● **EXERCISE INSTRUCTIONS**: Copy out, from the data below, each line in which the word "Заводская" occurs.

(Saved entries)
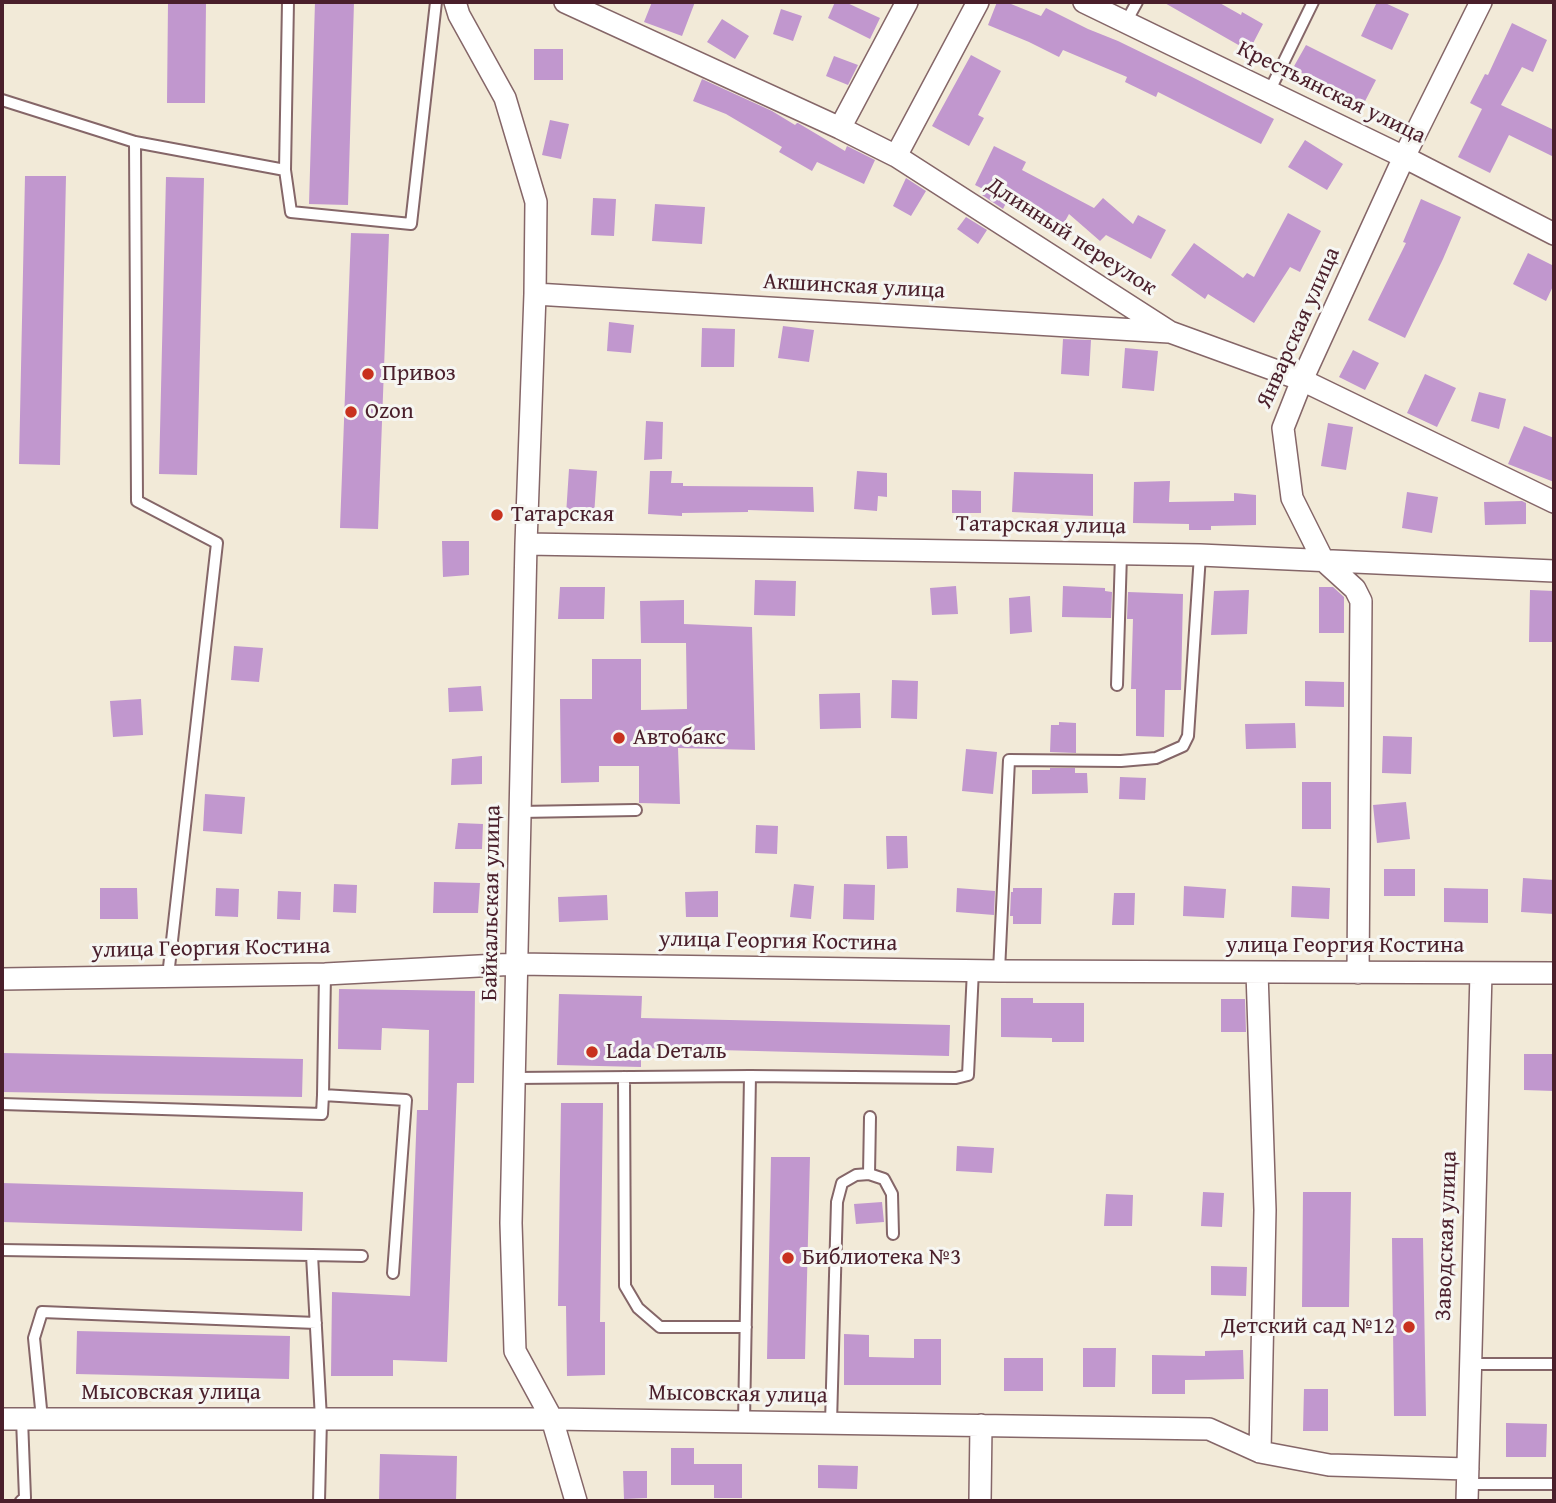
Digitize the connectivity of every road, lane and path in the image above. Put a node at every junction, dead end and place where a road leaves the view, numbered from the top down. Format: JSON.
{"nodes":[{"id":1,"x":288,"y":2,"type":"edge"},
{"id":2,"x":436,"y":2,"type":"edge"},
{"id":3,"x":456,"y":2,"type":"edge"},
{"id":4,"x":565,"y":2,"type":"edge"},
{"id":5,"x":907,"y":2,"type":"edge"},
{"id":6,"x":978,"y":2,"type":"edge"},
{"id":7,"x":1084,"y":2,"type":"edge"},
{"id":8,"x":1137,"y":2,"type":"edge"},
{"id":9,"x":1314,"y":2,"type":"edge"},
{"id":10,"x":1481,"y":2,"type":"edge"},
{"id":11,"x":1126,"y":22,"type":"junction"},
{"id":12,"x":1269,"y":92,"type":"junction"},
{"id":13,"x":2,"y":100,"type":"edge"},
{"id":14,"x":840,"y":128,"type":"junction"},
{"id":15,"x":135,"y":142,"type":"junction"},
{"id":16,"x":896,"y":156,"type":"junction"},
{"id":17,"x":1404,"y":157,"type":"junction"},
{"id":18,"x":285,"y":170,"type":"junction"},
{"id":19,"x":1554,"y":234,"type":"edge"},
{"id":20,"x":535,"y":294,"type":"junction"},
{"id":21,"x":1170,"y":332,"type":"junction"},
{"id":22,"x":1302,"y":380,"type":"junction"},
{"id":23,"x":1554,"y":502,"type":"edge"},
{"id":24,"x":526,"y":544,"type":"junction"},
{"id":25,"x":1121,"y":554,"type":"junction"},
{"id":26,"x":1200,"y":555,"type":"junction"},
{"id":27,"x":1323,"y":560,"type":"junction"},
{"id":28,"x":1554,"y":571,"type":"edge"},
{"id":29,"x":1117,"y":685,"type":"dead end"},
{"id":30,"x":636,"y":810,"type":"dead end"},
{"id":31,"x":520,"y":812,"type":"junction"},
{"id":32,"x":517,"y":964,"type":"junction"},
{"id":33,"x":973,"y":970,"type":"junction"},
{"id":34,"x":999,"y":971,"type":"junction"},
{"id":35,"x":1257,"y":972,"type":"junction"},
{"id":36,"x":1358,"y":973,"type":"junction"},
{"id":37,"x":1481,"y":973,"type":"junction"},
{"id":38,"x":325,"y":974,"type":"junction"},
{"id":39,"x":1554,"y":974,"type":"edge"},
{"id":40,"x":168,"y":976,"type":"junction"},
{"id":41,"x":2,"y":979,"type":"edge"},
{"id":42,"x":750,"y":1076,"type":"junction"},
{"id":43,"x":624,"y":1077,"type":"junction"},
{"id":44,"x":514,"y":1078,"type":"junction"},
{"id":45,"x":323,"y":1095,"type":"junction"},
{"id":46,"x":2,"y":1104,"type":"edge"},
{"id":47,"x":870,"y":1117,"type":"dead end"},
{"id":48,"x":869,"y":1174,"type":"junction"},
{"id":49,"x":893,"y":1234,"type":"dead end"},
{"id":50,"x":2,"y":1250,"type":"edge"},
{"id":51,"x":312,"y":1255,"type":"junction"},
{"id":52,"x":362,"y":1256,"type":"dead end"},
{"id":53,"x":393,"y":1273,"type":"dead end"},
{"id":54,"x":316,"y":1323,"type":"junction"},
{"id":55,"x":746,"y":1327,"type":"junction"},
{"id":56,"x":1470,"y":1364,"type":"junction"},
{"id":57,"x":1554,"y":1364,"type":"edge"},
{"id":58,"x":22,"y":1419,"type":"edge"},
{"id":59,"x":321,"y":1419,"type":"junction"},
{"id":60,"x":552,"y":1419,"type":"junction"},
{"id":61,"x":744,"y":1422,"type":"junction"},
{"id":62,"x":831,"y":1423,"type":"junction"},
{"id":63,"x":981,"y":1425,"type":"junction"},
{"id":64,"x":1260,"y":1452,"type":"junction"},
{"id":65,"x":1554,"y":1484,"type":"edge"},
{"id":66,"x":1467,"y":1485,"type":"edge"},
{"id":67,"x":21,"y":1501,"type":"edge"},
{"id":68,"x":319,"y":1501,"type":"edge"},
{"id":69,"x":576,"y":1501,"type":"edge"},
{"id":70,"x":980,"y":1501,"type":"edge"}],
"edges":[{"from":1,"to":18,"type":"lane"},
{"from":2,"to":18,"type":"lane"},
{"from":3,"to":20,"type":"street","name":"Байкальская улица"},
{"from":4,"to":14,"type":"street","name":"Длинный переулок"},
{"from":5,"to":14,"type":"street"},
{"from":6,"to":16,"type":"street"},
{"from":7,"to":11,"type":"street","name":"Крестьянская улица"},
{"from":8,"to":11,"type":"lane"},
{"from":9,"to":12,"type":"lane"},
{"from":10,"to":17,"type":"street","name":"Январская улица"},
{"from":11,"to":12,"type":"street","name":"Крестьянская улица"},
{"from":12,"to":17,"type":"street","name":"Крестьянская улица"},
{"from":13,"to":15,"type":"lane"},
{"from":14,"to":16,"type":"street","name":"Длинный переулок"},
{"from":15,"to":18,"type":"lane"},
{"from":15,"to":40,"type":"lane"},
{"from":16,"to":21,"type":"street","name":"Длинный переулок"},
{"from":17,"to":19,"type":"street","name":"Крестьянская улица"},
{"from":17,"to":22,"type":"street","name":"Январская улица"},
{"from":20,"to":21,"type":"street","name":"Акшинская улица"},
{"from":20,"to":24,"type":"street","name":"Байкальская улица"},
{"from":21,"to":22,"type":"street","name":"Длинный переулок"},
{"from":22,"to":23,"type":"street","name":"Длинный переулок"},
{"from":22,"to":27,"type":"street","name":"Январская улица"},
{"from":24,"to":25,"type":"street","name":"Татарская улица"},
{"from":24,"to":31,"type":"street","name":"Байкальская улица"},
{"from":25,"to":26,"type":"street","name":"Татарская улица"},
{"from":25,"to":29,"type":"lane"},
{"from":26,"to":27,"type":"street","name":"Татарская улица"},
{"from":26,"to":34,"type":"lane"},
{"from":27,"to":28,"type":"street","name":"Татарская улица"},
{"from":27,"to":36,"type":"street","name":"Январская улица"},
{"from":30,"to":31,"type":"lane"},
{"from":31,"to":32,"type":"street","name":"Байкальская улица"},
{"from":32,"to":33,"type":"street","name":"улица Георгия Костина"},
{"from":32,"to":38,"type":"street","name":"улица Георгия Костина"},
{"from":32,"to":44,"type":"street","name":"Байкальская улица"},
{"from":33,"to":34,"type":"street","name":"улица Георгия Костина"},
{"from":33,"to":42,"type":"lane"},
{"from":34,"to":35,"type":"street","name":"улица Георгия Костина"},
{"from":35,"to":36,"type":"street","name":"улица Георгия Костина"},
{"from":35,"to":64,"type":"street"},
{"from":36,"to":37,"type":"street","name":"улица Георгия Костина"},
{"from":37,"to":39,"type":"street","name":"улица Георгия Костина"},
{"from":37,"to":56,"type":"street","name":"Заводская улица"},
{"from":38,"to":40,"type":"street","name":"улица Георгия Костина"},
{"from":38,"to":45,"type":"lane"},
{"from":40,"to":41,"type":"street","name":"улица Георгия Костина"},
{"from":42,"to":43,"type":"lane"},
{"from":42,"to":55,"type":"lane"},
{"from":43,"to":44,"type":"lane"},
{"from":43,"to":55,"type":"lane"},
{"from":44,"to":60,"type":"street","name":"Байкальская улица"},
{"from":45,"to":46,"type":"lane"},
{"from":45,"to":53,"type":"lane"},
{"from":47,"to":48,"type":"lane"},
{"from":48,"to":49,"type":"lane"},
{"from":48,"to":62,"type":"lane"},
{"from":50,"to":51,"type":"lane"},
{"from":51,"to":52,"type":"lane"},
{"from":51,"to":54,"type":"lane"},
{"from":54,"to":58,"type":"lane"},
{"from":54,"to":59,"type":"lane"},
{"from":55,"to":61,"type":"lane"},
{"from":56,"to":57,"type":"lane"},
{"from":56,"to":66,"type":"street","name":"Заводская улица"},
{"from":58,"to":59,"type":"street","name":"Мысовская улица"},
{"from":58,"to":67,"type":"lane"},
{"from":59,"to":60,"type":"street","name":"Мысовская улица"},
{"from":59,"to":68,"type":"lane"},
{"from":60,"to":61,"type":"street","name":"Мысовская улица"},
{"from":60,"to":69,"type":"street","name":"Байкальская улица"},
{"from":61,"to":62,"type":"street","name":"Мысовская улица"},
{"from":62,"to":63,"type":"street","name":"Мысовская улица"},
{"from":63,"to":64,"type":"street","name":"Мысовская улица"},
{"from":63,"to":70,"type":"street"},
{"from":64,"to":66,"type":"street","name":"Мысовская улица"},
{"from":65,"to":66,"type":"lane"}]}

● **SOLVED EXERCISE**:
{"from":37,"to":56,"type":"street","name":"Заводская улица"},
{"from":56,"to":66,"type":"street","name":"Заводская улица"},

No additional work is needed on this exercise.